I decided to try using the fine cut consumables for my hypertherm powermax 45xp to cut out a decorative plate that I plan to use to build a coffee table. the cutts turn out beautiful if you see what could be tuned a bit more from the cut charts.


----------



## Tom O (Aug 28, 2020)

nice work


----------



## kylemp (Aug 28, 2020)

What's the diameter and thickness of that? That's pretty fine detail from how small it looks..


----------



## Chris Cramer (Aug 29, 2020)

the diameter is 2ft, but the thickness is only 16 gauge, which is why I had to use the fine cutting consumables. I first intended to cut it at 18 inches in diameter but the tool paths created by both fusion 360 and sheet cam were not very solid, many details were open contours made up of multiple small cuts because the sizes of some details were too small.


----------



## Chris Cramer (Oct 2, 2020)

I decided to change the design for my table to make it more unique and add more strength to the table top by adding a backing plate to the cutt design and running a decorative shaped rod up the legs and through the top with a forged metal rose on the end. I also improved the look of the legs from my original design.


----------



## Chris Cramer (Oct 2, 2020)

I also realy like the extra applications the powermax 45xp gives you. The marking consumables allow you to use the plasma cutter for engraving as well, which is very useful for adding extra creativity into different projects like this sign I recently built.


----------



## PeterT (Oct 2, 2020)

Very artistic, Chris!
We were just discussing finishing systems for steel in the harsh Alberta climate.
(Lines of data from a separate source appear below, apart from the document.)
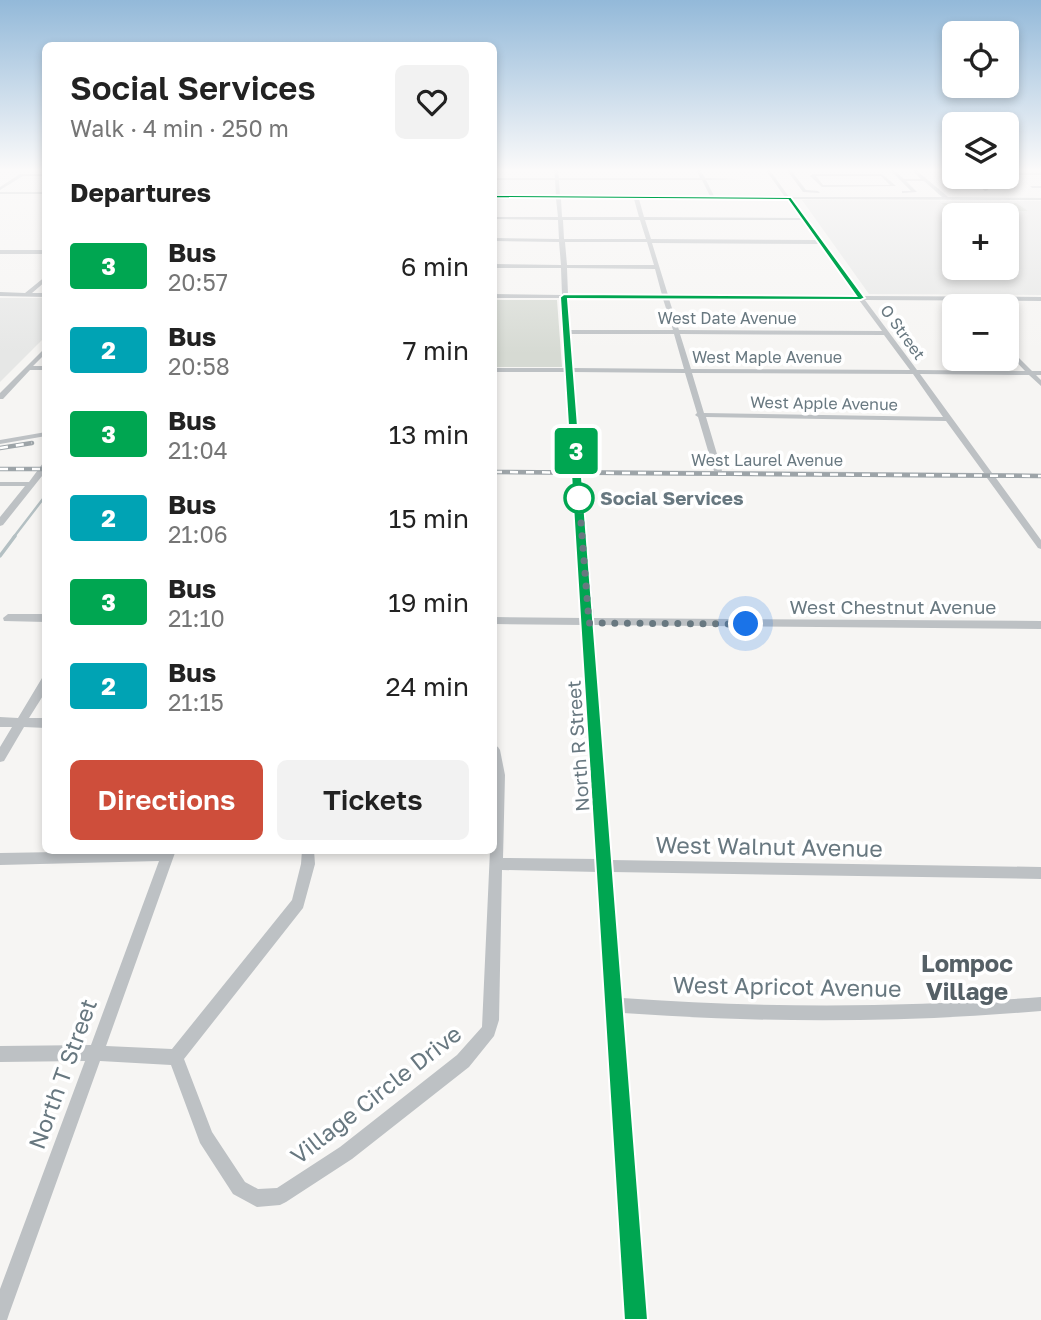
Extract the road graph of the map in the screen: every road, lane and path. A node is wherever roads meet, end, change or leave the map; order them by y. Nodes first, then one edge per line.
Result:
1 (562, 231) edge
2 (645, 231) edge
3 (812, 231) edge
4 (497, 240) edge
5 (562, 241) junction
6 (648, 241) junction
7 (820, 242) junction
8 (0, 252) edge
9 (8, 252) junction
10 (42, 252) edge
11 (0, 258) edge
12 (497, 266) edge
13 (564, 266) junction
14 (655, 267) junction
15 (42, 281) edge
16 (0, 294) edge
17 (26, 295) junction
18 (42, 295) edge
19 (497, 296) edge
20 (564, 297) junction
21 (663, 297) junction
22 (861, 298) junction
23 (942, 298) edge
24 (1019, 299) edge
25 (1041, 299) edge
26 (567, 332) junction
27 (674, 332) junction
28 (886, 333) junction
29 (42, 353) edge
30 (1019, 361) edge
31 (28, 368) junction
32 (42, 368) edge
33 (497, 370) edge
34 (568, 371) junction
35 (686, 371) junction
36 (915, 372) junction
37 (1031, 373) junction
38 (1041, 373) edge
39 (1041, 384) edge
40 (0, 397) edge
41 (699, 415) junction
42 (948, 419) junction
43 (42, 435) edge
44 (0, 442) edge
45 (42, 470) edge
46 (497, 472) edge
47 (578, 473) junction
48 (719, 474) junction
49 (990, 475) junction
50 (1041, 476) edge
51 (0, 484) edge
52 (30, 484) junction
53 (0, 523) edge
54 (1041, 546) edge
55 (8, 618) dead end
56 (42, 618) edge
57 (497, 621) edge
58 (589, 623) junction
59 (1041, 625) edge
60 (42, 687) edge
61 (0, 722) edge
62 (20, 722) junction
63 (42, 723) edge
64 (0, 757) edge
65 (497, 765) edge
66 (497, 834) edge
67 (141, 854) edge
68 (169, 854) edge
69 (308, 854) edge
70 (496, 854) edge
71 (0, 859) edge
72 (496, 864) junction
73 (606, 865) junction
74 (1041, 873) edge
75 (1041, 1004) edge
76 (615, 1005) junction
77 (94, 1053) junction
78 (0, 1054) edge
79 (176, 1057) junction
80 (0, 1314) edge
81 (636, 1320) edge

1 - 5 street, North R Street
2 - 6 street
3 - 7 street, O Street
4 - 5 street
5 - 6 street
5 - 13 street, North R Street
6 - 7 street
6 - 14 street
7 - 22 street, O Street
8 - 9 street
9 - 10 street
9 - 11 street
12 - 13 street
13 - 14 street
13 - 20 street, North R Street
14 - 21 street
15 - 17 street
16 - 17 street
17 - 18 street
19 - 20 street
20 - 21 street
20 - 26 street, North R Street
21 - 22 street
21 - 27 street
22 - 23 street
22 - 28 street, O Street
24 - 25 street
26 - 27 street, West Date Avenue
26 - 34 street, North R Street
27 - 28 street, West Date Avenue
27 - 35 street
28 - 36 street, O Street
29 - 31 street
30 - 37 street
31 - 32 street
31 - 40 street
33 - 34 street, West Maple Avenue
34 - 35 street, West Maple Avenue
34 - 47 street, North R Street
35 - 36 street, West Maple Avenue
35 - 41 street
36 - 37 street, West Maple Avenue
36 - 42 street, O Street
37 - 38 street, West Maple Avenue
37 - 39 street
41 - 42 street, West Apple Avenue
41 - 48 street
42 - 49 street, O Street
43 - 44 street
45 - 52 street
46 - 47 street, West Laurel Avenue
47 - 48 street, West Laurel Avenue
47 - 58 street, North R Street
48 - 49 street, West Laurel Avenue
49 - 50 street, West Laurel Avenue
49 - 54 street, O Street
51 - 52 street
52 - 53 street
55 - 56 street
57 - 58 street, West Chestnut Avenue
58 - 59 street, West Chestnut Avenue
58 - 73 street, North R Street
60 - 62 street
61 - 62 street
62 - 63 street
62 - 64 street
65 - 66 street, Village Circle Drive
67 - 71 street
68 - 77 street, North T Street
69 - 79 street
70 - 72 street, Village Circle Drive
72 - 73 street, West Walnut Avenue
72 - 79 street, Village Circle Drive
73 - 74 street, West Walnut Avenue
73 - 76 street, North R Street
75 - 76 street, West Apricot Avenue
76 - 81 street, North R Street
77 - 78 street
77 - 79 street
77 - 80 street, North T Street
What are you using?


----------



## Chris Cramer (Oct 2, 2020)

After going over it with a medium flap disc I use a foam polishing disc like the ones sold here https://www.amazon.ca/gp/product/B07KC71TYT/ref=ppx_yo_dt_b_asin_title_o04_s00?ie=UTF8&psc=1. The foam polishing disc conditions the surface of the steel very well for the final polish which is done with a felt or wool polishing disc using white and green polishing compound. after the polishing is done I usually put a finishing coat of clear rustoleum spray paint.


----------



## Janger (Oct 3, 2020)

Cool projects Chris.


----------